„Als die Welt noch in Ordnung war“.


Der Satz saß.

Es war die Anmerkung in meiner Fernsehzeitschrift (Ja, ich habe eine, auch wenn ich praktisch sehr selten gucke, ich sehe ja, daß ich nichts verpasse) zu einem Fuchsbergerfilm 1973 (Das fliegende Klassenzimmer). Ironisch gemeint? Wirklich?

Spontan fragte ich mich, warum war die Welt da noch in Ordnung?

Leicht zu beantworten. Da war Deutschland noch das Land der Deutschen und die volkszerstörenden 68 er saßen irgendwo im Abseits der Gesellschaft.

Seitdem wurde das Land mit immer mehr und immer unpassenderen Ausländern und Kulturen geflutet.

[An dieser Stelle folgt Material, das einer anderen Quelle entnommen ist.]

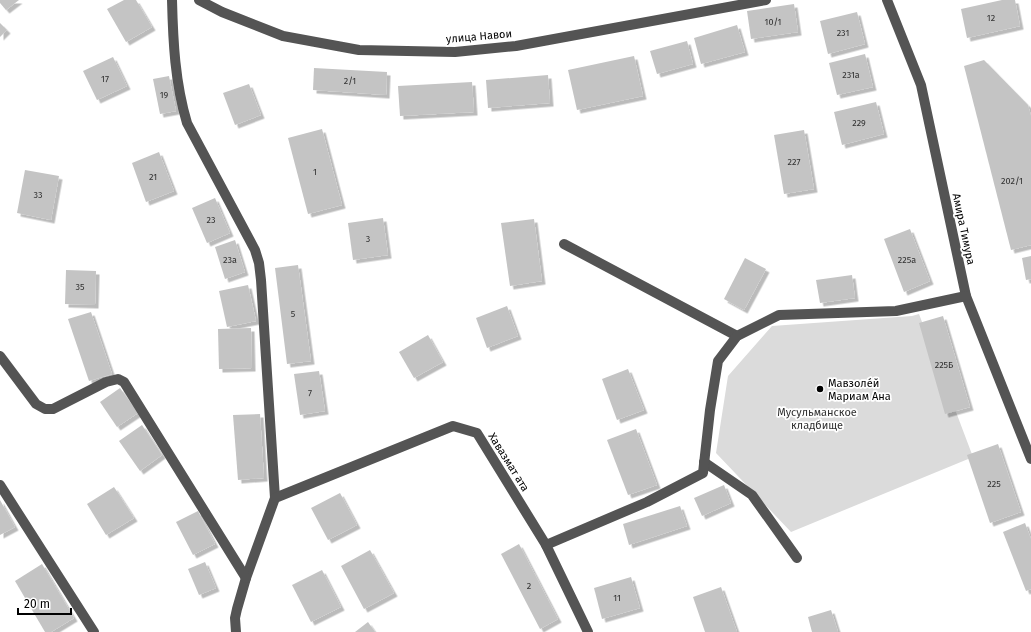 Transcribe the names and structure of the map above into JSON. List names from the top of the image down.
{
  "streets": {
    "street": ["улица Навои", "Амира Тимура", "Хавазмат ата"]
  },
  "parks": ["Мусульманское кладбище"],
  "places": ["Мавзоле́й Мариам Ана"],
  "house_numbers": [
    "12",
    "10/1",
    "231",
    "231а",
    "17",
    "2/1",
    "19",
    "229",
    "227",
    "1",
    "21",
    "202/1",
    "33",
    "23",
    "3",
    "23а",
    "225а",
    "35",
    "5",
    "225Б",
    "7",
    "225",
    "2",
    "11"
  ],
  "scale_bar": "20 m"
}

Statt der beschworenen „Bereicherung“ wurden die befallenen Kommunen ärmer und ärmer. Die Innenstädte verslumen und verdrecken, ein Euro-Geschäfte perlen auf die Strassen hinaus. Man fühlt  sich in immer mehr Gegenden unwohl inmitten der vielen seltsamen Fremden, mit denen man nichts zu tun und auch keine Gemeinsamkeiten hat.

Und jetzt gibt mErKEL den Deutschen und ihrem Land gerade den Rest.

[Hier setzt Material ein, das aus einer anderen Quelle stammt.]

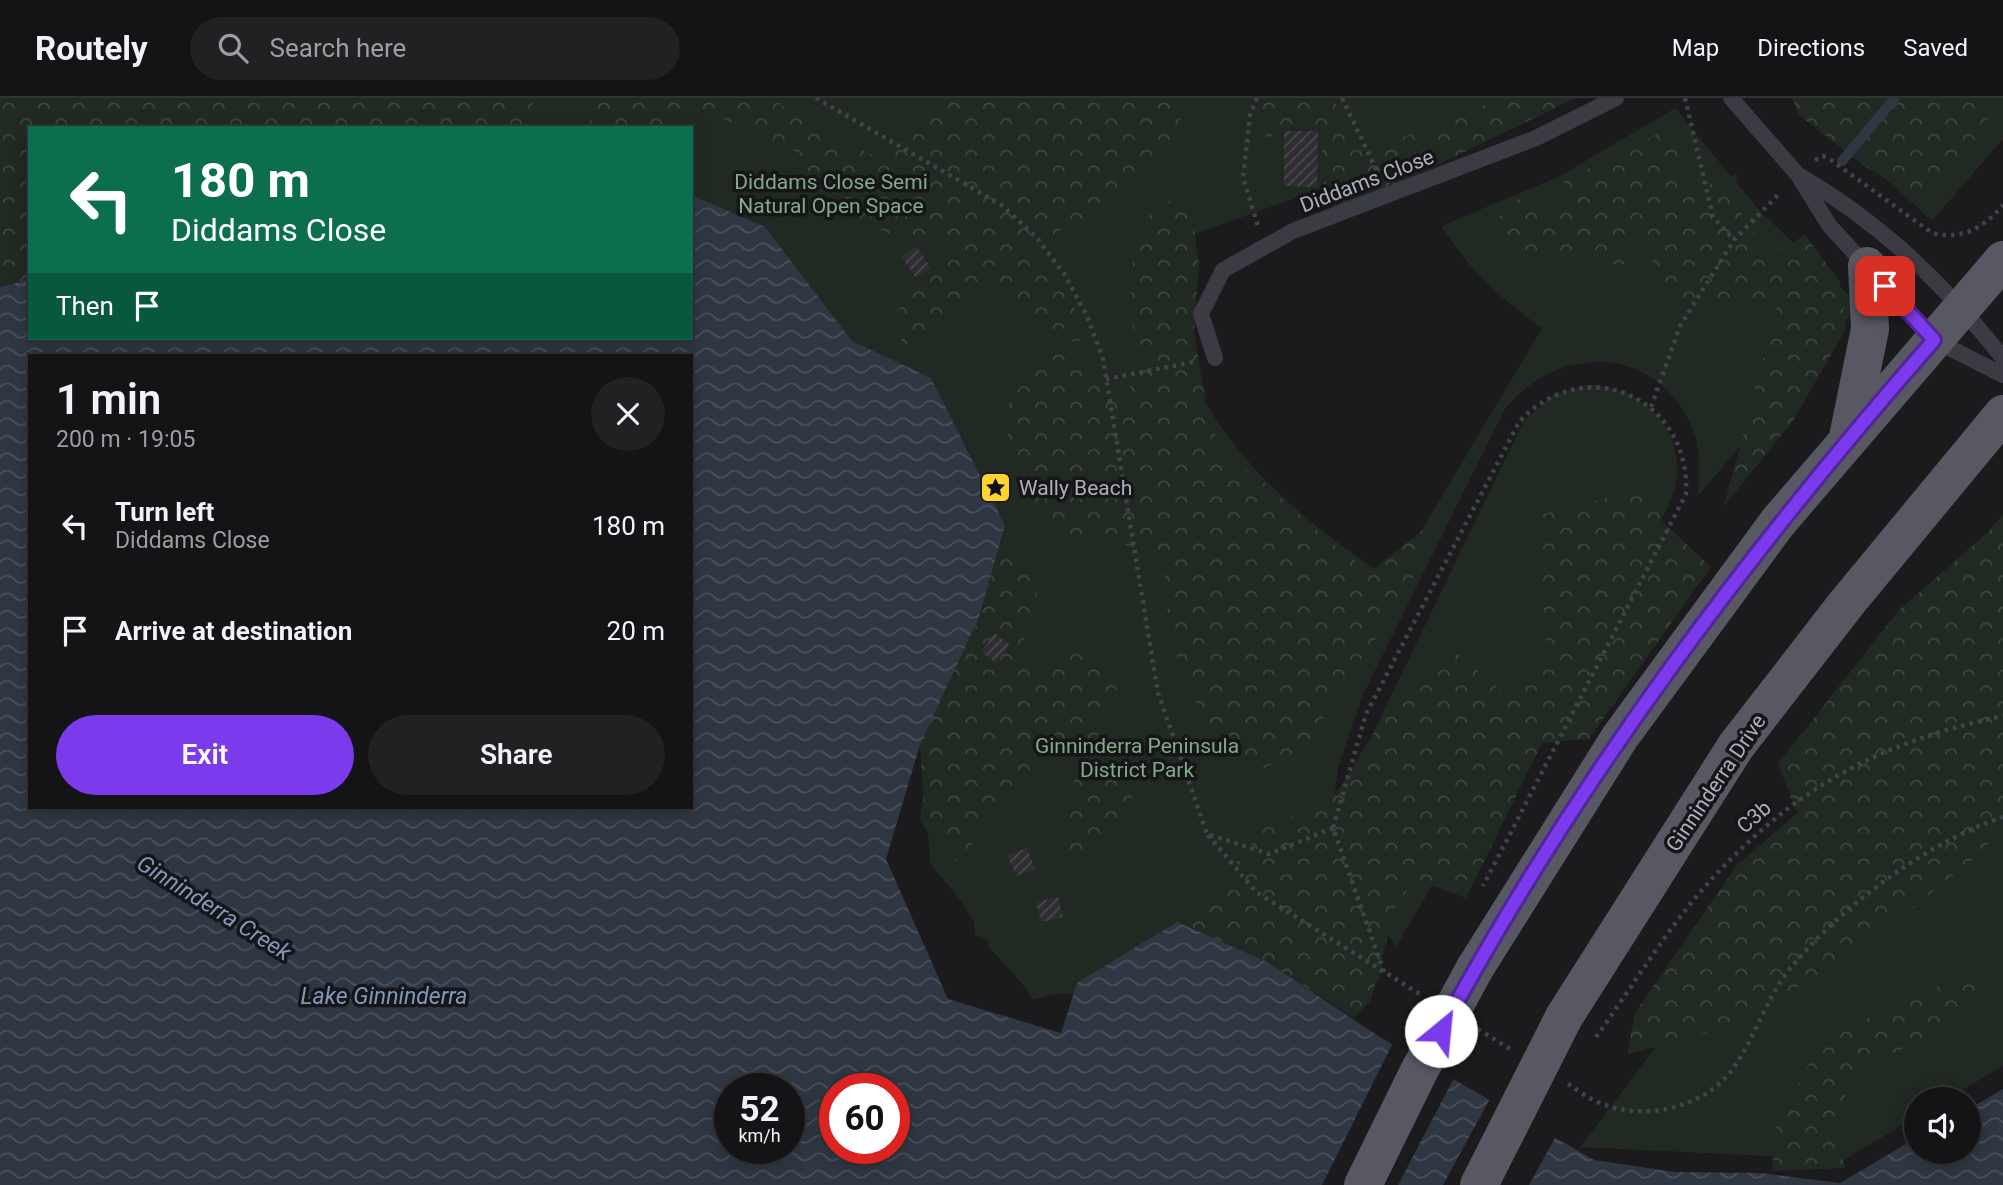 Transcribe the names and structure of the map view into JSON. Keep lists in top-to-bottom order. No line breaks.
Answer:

4 Antworten to “„Als die Welt noch in Ordnung war“.”

  1. vitzli Says:

    In Deutschland wird es für die „Eliten“ bald „Gated Communities“ geben, abgeschottete und mit sicherheitspersonal ausgestattete Wohngebiete mit strenger hausordnung für die Bessergestellten und Profiteure.

    das niedrige volk wird den widrigen umständen und der anarchie auf den strassen ausgesetzt.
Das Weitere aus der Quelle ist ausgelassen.